ILANIT 2020

Connections between protein degradation pathways and trinucleotide repeat disorders

Avraham Ashkenazi
Sackler Faculty of Medicine and Sagol School of Neuroscience, Tel Aviv University, Israel

The discovery of expansion mutation in polyalanine tracts as the cause of a growing number of human diseases, has promoted efforts to understand the pathology involved. Currently, there are eight known disorders with polyalanine expansion mutation in different transcription factors. Most cases are sporadic and are caused by de novo in-frame duplications.

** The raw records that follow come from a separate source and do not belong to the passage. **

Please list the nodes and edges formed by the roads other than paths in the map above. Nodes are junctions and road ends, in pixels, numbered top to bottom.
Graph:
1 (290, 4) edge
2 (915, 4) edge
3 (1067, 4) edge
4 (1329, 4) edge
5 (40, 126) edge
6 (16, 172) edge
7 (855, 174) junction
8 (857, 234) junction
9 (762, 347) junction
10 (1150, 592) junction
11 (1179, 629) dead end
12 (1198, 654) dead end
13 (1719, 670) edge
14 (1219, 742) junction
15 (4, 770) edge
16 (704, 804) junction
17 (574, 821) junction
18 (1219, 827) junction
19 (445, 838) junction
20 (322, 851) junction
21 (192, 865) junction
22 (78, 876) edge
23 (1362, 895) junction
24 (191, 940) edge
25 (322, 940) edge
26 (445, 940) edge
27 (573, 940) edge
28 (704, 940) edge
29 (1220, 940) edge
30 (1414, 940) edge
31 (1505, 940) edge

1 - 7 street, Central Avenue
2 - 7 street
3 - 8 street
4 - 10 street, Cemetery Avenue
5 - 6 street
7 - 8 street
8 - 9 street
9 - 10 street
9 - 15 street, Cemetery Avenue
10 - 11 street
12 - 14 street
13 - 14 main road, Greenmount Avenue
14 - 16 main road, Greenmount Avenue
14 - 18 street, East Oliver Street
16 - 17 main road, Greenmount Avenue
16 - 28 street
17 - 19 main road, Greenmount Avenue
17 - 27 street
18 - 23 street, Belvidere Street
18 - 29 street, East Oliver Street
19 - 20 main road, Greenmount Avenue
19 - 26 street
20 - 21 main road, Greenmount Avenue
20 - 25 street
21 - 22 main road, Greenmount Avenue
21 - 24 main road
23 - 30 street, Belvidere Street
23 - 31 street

Congenital neurological disorders are observed in many polyalanine disease patients, where the severity of the disease is often correlated with increasing length of the polyalanine tracts. Examples include mutant PHOX2B in congenital central hypoventilation syndrome (CCHS) and mutant SOX3 in X-linked mental retardation. So far, efforts have been focused to study each one of the diseases independently. Recently, we discovered connections between polyglutamine tracts and the degradative pathway of autophagy, thus suggesting a new model of shared biological mechanisms between different polyglutamine expansion diseases. This led us to explore for the first time the existence of common cellular mechanisms between polyalanine diseases. We have recently completed a proteomics screen and identified common targets interacting with isolated polyalanine tracts. Our hypothesis is that exploring the cellular functions of polyalanine tracts in normal proteins is important for understanding their role in disease. To test the physiological relevance of our findings, we are developing polyalanine disease models of CCHS. The identification of common targets across these diseases can stimulate basic and translational research, with the promise of treating not only one condition but the entire class of polyalanine diseases.